START Task data

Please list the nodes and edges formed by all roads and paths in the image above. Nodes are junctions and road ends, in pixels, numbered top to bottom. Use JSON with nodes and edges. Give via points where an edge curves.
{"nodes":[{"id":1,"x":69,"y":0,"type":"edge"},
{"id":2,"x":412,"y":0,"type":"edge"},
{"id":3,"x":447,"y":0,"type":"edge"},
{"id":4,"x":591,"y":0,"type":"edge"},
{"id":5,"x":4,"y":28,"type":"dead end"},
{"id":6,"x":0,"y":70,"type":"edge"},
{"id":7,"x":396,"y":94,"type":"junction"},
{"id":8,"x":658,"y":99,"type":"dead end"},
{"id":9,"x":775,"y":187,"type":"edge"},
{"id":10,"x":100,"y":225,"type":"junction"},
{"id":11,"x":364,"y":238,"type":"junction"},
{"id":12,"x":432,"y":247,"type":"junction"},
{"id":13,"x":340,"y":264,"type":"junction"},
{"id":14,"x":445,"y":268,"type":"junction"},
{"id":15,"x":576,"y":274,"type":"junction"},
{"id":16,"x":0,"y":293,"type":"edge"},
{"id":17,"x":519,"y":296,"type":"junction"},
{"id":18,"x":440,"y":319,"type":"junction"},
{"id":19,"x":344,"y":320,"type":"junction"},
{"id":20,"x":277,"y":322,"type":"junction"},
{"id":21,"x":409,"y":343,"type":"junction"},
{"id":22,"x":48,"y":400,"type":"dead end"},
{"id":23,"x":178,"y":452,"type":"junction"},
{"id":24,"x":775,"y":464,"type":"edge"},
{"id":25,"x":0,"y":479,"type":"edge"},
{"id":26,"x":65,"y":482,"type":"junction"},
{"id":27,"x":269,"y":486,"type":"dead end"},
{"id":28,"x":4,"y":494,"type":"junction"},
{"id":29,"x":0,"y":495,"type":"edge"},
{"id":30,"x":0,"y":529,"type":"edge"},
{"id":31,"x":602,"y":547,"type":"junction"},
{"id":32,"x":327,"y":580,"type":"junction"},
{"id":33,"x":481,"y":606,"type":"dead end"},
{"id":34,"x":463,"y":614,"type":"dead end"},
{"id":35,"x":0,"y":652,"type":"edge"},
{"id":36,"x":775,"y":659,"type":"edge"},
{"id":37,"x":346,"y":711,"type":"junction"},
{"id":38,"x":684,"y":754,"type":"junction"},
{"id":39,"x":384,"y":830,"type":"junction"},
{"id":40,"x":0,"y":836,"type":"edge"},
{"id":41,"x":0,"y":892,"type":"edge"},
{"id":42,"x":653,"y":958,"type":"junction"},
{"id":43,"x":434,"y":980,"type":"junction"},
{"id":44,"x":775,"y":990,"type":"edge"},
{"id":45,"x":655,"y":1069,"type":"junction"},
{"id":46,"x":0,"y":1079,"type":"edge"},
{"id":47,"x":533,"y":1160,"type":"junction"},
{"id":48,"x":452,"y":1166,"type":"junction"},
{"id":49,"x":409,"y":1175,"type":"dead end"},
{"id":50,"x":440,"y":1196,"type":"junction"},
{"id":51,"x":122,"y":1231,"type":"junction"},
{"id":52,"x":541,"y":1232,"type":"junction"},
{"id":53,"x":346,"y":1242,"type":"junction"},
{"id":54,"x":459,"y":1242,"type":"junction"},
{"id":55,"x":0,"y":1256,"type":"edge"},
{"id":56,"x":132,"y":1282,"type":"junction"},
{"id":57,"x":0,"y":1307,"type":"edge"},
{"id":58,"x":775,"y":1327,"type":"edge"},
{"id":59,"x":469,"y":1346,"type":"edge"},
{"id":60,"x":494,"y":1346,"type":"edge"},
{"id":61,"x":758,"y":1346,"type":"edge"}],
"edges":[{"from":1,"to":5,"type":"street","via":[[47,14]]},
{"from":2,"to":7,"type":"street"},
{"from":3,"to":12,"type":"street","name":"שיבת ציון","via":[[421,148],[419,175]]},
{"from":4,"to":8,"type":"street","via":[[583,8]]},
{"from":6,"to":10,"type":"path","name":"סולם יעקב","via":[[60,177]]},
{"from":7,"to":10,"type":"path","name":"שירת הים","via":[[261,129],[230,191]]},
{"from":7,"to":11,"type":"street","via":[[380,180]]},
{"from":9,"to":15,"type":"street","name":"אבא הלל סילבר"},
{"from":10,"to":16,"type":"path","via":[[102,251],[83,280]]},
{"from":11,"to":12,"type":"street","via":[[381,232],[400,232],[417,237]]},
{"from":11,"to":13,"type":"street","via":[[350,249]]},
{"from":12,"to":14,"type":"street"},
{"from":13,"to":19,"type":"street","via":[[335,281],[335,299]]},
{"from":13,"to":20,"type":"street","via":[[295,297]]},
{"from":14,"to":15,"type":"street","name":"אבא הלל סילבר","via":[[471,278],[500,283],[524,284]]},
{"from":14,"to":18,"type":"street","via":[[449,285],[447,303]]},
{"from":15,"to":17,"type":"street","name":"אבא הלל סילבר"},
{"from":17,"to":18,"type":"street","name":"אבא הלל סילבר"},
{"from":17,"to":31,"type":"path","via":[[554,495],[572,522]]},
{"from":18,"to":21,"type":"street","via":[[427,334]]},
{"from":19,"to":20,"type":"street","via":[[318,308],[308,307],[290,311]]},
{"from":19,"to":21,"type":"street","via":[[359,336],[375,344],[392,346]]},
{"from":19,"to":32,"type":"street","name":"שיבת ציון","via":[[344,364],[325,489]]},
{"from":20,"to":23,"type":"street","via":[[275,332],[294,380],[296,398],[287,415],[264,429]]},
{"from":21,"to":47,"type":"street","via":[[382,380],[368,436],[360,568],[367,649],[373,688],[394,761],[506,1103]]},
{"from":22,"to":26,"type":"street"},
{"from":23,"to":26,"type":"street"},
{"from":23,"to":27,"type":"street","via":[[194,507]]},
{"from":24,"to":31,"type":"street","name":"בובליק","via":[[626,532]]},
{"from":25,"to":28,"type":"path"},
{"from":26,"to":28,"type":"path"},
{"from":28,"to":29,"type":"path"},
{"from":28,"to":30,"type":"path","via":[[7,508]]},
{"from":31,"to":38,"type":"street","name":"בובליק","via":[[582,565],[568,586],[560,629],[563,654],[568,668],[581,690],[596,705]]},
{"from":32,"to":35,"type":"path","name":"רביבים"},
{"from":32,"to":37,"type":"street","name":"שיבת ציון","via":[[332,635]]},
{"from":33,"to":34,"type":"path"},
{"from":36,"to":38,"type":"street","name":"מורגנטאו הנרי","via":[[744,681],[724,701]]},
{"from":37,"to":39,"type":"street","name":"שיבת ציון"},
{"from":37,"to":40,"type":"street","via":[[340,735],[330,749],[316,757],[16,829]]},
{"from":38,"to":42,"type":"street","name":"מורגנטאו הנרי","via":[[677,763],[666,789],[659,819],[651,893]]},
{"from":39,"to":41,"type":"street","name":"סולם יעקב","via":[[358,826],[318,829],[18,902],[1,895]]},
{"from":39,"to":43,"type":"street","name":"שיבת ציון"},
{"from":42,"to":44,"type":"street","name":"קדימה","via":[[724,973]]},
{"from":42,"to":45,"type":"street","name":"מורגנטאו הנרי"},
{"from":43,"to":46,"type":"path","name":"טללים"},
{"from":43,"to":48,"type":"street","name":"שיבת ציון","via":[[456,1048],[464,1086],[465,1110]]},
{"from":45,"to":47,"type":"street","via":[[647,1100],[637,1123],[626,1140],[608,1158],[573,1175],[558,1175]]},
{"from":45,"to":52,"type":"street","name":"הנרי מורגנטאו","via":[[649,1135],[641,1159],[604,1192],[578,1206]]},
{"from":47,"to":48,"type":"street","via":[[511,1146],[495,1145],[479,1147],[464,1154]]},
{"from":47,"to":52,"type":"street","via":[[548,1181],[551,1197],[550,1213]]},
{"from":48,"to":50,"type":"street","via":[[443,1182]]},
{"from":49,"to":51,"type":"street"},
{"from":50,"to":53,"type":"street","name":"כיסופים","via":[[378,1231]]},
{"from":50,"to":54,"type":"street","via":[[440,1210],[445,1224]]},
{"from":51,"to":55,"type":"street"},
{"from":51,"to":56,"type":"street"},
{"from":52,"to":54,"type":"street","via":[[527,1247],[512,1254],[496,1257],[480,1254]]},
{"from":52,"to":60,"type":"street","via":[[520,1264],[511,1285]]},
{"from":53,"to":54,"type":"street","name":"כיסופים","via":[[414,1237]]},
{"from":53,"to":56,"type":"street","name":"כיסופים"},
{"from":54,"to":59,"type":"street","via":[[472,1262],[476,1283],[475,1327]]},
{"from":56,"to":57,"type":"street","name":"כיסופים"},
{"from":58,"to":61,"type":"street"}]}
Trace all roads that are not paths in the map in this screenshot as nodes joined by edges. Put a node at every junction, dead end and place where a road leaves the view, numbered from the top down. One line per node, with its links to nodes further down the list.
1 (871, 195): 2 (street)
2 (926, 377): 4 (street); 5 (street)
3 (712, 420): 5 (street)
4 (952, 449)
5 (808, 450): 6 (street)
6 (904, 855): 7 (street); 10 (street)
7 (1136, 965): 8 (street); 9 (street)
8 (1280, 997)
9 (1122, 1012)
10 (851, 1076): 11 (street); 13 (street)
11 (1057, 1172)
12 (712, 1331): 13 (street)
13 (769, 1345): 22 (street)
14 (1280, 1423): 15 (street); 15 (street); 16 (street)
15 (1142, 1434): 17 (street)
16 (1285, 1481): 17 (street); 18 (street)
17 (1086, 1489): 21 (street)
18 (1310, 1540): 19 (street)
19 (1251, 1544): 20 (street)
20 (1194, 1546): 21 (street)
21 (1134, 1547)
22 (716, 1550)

END Task data

Exercise:
What lines in the entries above include the string "יעקב"? Return each one.

Response:
{"from":6,"to":10,"type":"path","name":"סולם יעקב","via":[[60,177]]},
{"from":39,"to":41,"type":"street","name":"סולם יעקב","via":[[358,826],[318,829],[18,902],[1,895]]},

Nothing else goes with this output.